1922 — First proof that peptides can save lives
Insulin showed that a peptide extracted from tissue could replace a missing hormone.
Borrowing fuel from one engine to jump-start another—crude, but it worked.
Researchers extracted insulin from animal pancreas and gave it to people with type 1 diabetes. For the first time, a peptide wasn’t just a lab curiosity—it was a therapy. The molecule wasn’t human-identical, but it was close enough for receptors to respond.
1963 — Solid Phase Peptide Synthesis (SPPS)
Merrifield’s resin trick turned “years per chain” into “days per chain.”

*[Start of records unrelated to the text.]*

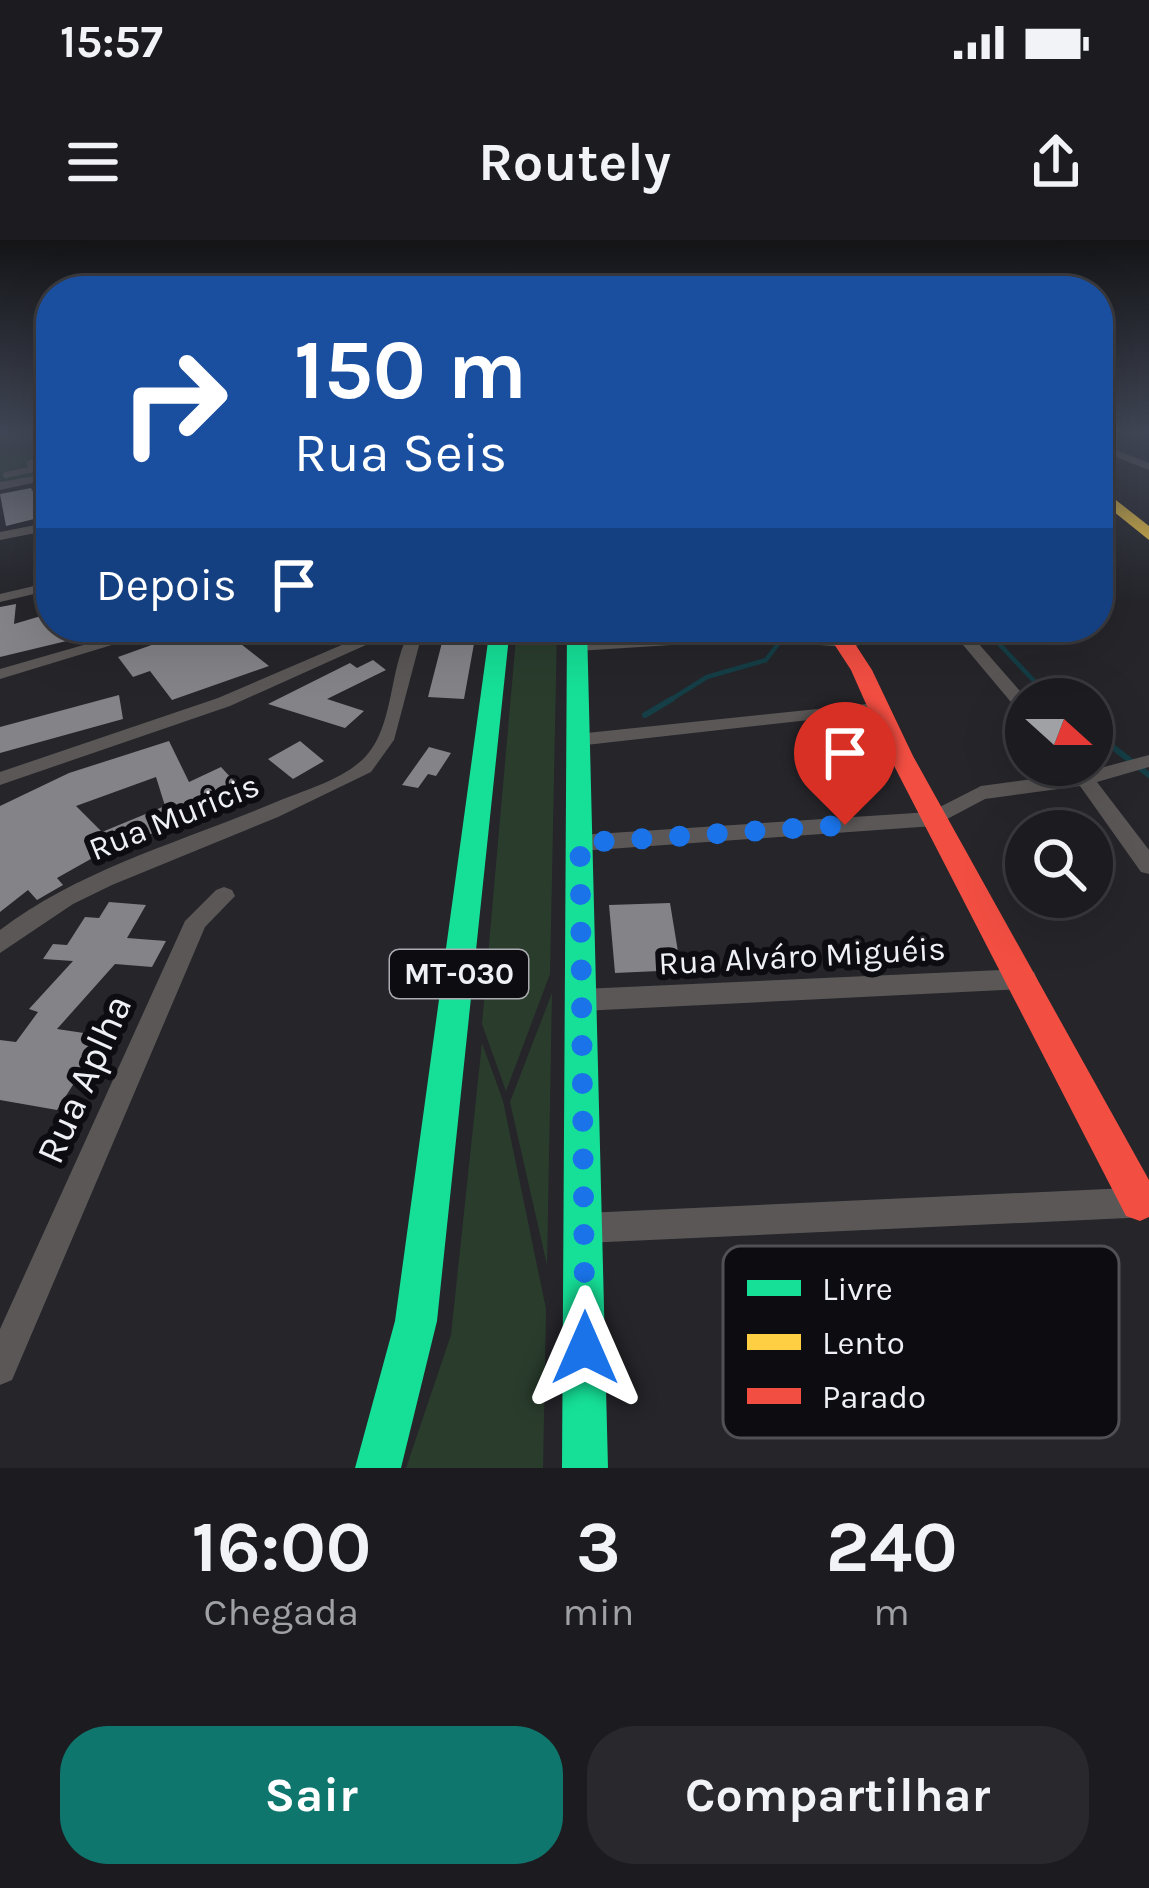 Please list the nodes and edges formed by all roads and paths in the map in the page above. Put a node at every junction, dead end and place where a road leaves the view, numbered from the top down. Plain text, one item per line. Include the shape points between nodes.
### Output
1 (1113, 504) edge
2 (36, 529) edge
3 (1149, 535) edge
4 (0, 536) edge
5 (36, 590) edge
6 (0, 598) edge
7 (111, 642) edge
8 (377, 642) edge
9 (395, 642) edge
10 (498, 642) edge
11 (577, 642) edge
12 (844, 642) edge
13 (969, 642) edge
14 (0, 674) edge
15 (1005, 684) edge
16 (875, 708) junction
17 (577, 740) junction
18 (4, 779) edge
19 (1014, 786) edge
20 (1089, 786) edge
21 (934, 819) junction
22 (580, 843) junction
23 (1149, 866) edge
24 (224, 896) dead end
25 (0, 943) edge
26 (1025, 979) junction
27 (583, 1000) junction
28 (1144, 1202) edge
29 (584, 1228) junction
30 (0, 1368) edge
31 (405, 1369) junction
32 (349, 1468) edge
33 (378, 1468) edge
34 (585, 1468) edge

1 - 3 main road
2 - 4 street
5 - 6 street
7 - 14 street
8 - 18 street
9 - 25 street, Rua Muricis via 376,757 276,811 29,916
10 - 31 main road, MT-030
11 - 17 main road
12 - 16 main road
13 - 15 street
16 - 17 street
16 - 21 main road
17 - 22 main road
19 - 21 street via 981,793
20 - 23 street
21 - 22 street
21 - 26 main road
22 - 27 main road
24 - 30 street, Rua Aplha via 196,921
26 - 27 street, Rua Alváro Miguéis
26 - 28 main road
27 - 29 main road
28 - 29 street
29 - 34 main road
31 - 32 main road
31 - 33 main road, MT-030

Before SPPS, chemists purified after every single amino-acid addition—building a long peptide could take years. Merrifield anchored the growing chain to an insoluble bead so excess reagents could be rinsed away. Reaction efficiency per step jumped to roughly 99.5%, and timelines collapsed.
1982 — Recombinant DNA changes manufacturing
Biology became a factory: exact human sequences at industrial scale.
Genetically engineered bacteria and cells could now spell out human insulin (and later longer peptides) with perfect sequence control. That ended reliance on animal extracts for many products and set the template for today’s biotech pipelines.